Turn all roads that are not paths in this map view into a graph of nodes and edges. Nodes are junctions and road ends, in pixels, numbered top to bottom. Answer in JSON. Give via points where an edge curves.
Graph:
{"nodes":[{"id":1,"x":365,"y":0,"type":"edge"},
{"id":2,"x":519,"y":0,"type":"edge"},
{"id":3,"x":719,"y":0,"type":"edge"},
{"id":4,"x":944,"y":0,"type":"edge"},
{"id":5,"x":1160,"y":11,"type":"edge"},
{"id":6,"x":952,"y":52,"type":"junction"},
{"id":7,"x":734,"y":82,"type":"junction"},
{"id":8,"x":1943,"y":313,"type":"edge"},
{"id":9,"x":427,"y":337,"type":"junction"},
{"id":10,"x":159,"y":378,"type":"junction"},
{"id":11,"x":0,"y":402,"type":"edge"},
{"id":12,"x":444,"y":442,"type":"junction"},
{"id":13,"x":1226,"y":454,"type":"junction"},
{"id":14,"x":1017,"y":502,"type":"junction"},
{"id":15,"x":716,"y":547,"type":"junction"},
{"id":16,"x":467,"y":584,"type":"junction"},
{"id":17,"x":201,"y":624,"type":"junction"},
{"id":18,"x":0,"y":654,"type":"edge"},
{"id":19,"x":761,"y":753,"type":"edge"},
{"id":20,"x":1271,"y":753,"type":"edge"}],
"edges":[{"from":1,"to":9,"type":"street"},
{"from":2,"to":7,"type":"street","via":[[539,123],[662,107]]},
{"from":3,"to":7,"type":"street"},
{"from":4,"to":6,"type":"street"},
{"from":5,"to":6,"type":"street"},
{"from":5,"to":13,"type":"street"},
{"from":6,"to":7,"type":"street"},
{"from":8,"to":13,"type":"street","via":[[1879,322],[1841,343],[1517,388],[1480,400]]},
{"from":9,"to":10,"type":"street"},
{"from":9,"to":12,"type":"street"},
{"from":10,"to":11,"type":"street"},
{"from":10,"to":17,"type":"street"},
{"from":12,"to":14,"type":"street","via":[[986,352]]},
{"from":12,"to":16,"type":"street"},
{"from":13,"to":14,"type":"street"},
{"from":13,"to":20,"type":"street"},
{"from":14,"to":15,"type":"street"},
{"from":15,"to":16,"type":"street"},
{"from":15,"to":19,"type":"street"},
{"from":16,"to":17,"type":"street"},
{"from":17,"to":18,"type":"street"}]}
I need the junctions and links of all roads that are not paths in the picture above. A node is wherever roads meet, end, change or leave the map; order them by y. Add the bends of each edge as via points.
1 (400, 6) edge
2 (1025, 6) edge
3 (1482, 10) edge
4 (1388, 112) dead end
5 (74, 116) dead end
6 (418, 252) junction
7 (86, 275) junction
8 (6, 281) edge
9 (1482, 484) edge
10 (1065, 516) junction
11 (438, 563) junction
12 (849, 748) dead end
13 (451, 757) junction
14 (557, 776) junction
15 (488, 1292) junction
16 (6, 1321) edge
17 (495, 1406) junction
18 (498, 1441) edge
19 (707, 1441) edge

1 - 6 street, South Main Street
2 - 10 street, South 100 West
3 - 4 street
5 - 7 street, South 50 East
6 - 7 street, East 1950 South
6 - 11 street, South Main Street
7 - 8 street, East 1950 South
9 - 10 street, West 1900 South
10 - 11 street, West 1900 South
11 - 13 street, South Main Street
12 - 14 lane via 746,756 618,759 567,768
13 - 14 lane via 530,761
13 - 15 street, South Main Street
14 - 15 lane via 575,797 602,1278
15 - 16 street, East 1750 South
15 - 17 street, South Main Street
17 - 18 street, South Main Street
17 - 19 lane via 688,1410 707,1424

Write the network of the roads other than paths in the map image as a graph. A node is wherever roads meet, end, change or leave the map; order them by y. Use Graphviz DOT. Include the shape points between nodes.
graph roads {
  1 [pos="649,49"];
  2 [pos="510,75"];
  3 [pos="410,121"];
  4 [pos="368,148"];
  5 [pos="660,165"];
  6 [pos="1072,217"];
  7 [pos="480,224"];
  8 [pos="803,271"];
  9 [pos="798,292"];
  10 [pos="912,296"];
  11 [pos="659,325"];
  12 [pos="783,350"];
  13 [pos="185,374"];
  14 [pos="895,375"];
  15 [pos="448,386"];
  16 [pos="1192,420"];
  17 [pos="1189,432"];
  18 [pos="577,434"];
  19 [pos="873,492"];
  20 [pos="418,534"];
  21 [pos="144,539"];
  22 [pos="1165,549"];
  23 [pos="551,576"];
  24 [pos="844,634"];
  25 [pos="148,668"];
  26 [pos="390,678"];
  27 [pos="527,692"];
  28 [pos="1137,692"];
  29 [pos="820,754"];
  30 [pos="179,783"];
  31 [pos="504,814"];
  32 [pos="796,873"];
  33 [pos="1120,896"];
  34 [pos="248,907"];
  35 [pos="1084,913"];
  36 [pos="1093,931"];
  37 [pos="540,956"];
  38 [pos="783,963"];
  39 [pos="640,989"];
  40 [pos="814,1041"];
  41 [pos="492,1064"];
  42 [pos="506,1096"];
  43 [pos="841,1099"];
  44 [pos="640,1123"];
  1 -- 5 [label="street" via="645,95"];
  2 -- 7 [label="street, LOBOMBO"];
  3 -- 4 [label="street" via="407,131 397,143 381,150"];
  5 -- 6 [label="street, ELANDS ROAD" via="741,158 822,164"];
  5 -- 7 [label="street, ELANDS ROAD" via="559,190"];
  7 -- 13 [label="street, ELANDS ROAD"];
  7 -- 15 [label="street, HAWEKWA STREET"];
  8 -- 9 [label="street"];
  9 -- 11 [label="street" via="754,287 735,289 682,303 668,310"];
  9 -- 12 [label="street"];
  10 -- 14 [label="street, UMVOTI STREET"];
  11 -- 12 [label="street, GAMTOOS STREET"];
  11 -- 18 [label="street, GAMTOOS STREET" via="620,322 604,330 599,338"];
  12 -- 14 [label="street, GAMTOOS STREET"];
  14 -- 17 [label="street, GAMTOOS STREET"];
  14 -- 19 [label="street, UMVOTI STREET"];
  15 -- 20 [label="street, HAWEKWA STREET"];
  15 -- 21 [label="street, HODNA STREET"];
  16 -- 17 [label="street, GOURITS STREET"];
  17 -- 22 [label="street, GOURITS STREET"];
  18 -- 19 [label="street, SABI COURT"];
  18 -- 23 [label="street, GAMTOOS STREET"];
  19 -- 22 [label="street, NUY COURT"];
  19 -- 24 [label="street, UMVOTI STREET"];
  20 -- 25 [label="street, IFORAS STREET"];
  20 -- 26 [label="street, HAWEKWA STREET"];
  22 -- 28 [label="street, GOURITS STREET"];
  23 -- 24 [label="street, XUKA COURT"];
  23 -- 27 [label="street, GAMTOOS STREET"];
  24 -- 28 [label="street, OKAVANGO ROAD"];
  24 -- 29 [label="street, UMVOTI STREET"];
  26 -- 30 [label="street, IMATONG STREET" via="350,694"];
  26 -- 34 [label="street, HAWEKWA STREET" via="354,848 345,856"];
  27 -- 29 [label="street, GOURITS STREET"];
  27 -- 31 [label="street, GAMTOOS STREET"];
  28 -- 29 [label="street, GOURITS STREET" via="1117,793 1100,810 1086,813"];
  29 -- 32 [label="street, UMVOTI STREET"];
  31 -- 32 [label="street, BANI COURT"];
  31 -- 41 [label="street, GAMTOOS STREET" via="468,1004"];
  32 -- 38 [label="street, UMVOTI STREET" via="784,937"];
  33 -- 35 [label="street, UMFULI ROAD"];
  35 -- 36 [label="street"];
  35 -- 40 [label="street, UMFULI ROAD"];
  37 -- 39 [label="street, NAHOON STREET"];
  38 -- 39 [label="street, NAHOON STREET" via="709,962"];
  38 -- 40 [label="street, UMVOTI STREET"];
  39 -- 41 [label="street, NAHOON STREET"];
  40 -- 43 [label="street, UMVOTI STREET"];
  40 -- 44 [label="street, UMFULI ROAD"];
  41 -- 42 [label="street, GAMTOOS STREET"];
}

• [TRY IT]: In the entries above, find each line with the word "order" and show it.

• [ANSWER FOR THIS EXERCISE]:
I need the junctions and links of all roads that are not paths in the picture above. A node is wherever roads meet, end, change or leave the map; order them by y. Add the bends of each edge as via points.
Write the network of the roads other than paths in the map image as a graph. A node is wherever roads meet, end, change or leave the map; order them by y. Use Graphviz DOT. Include the shape points between nodes.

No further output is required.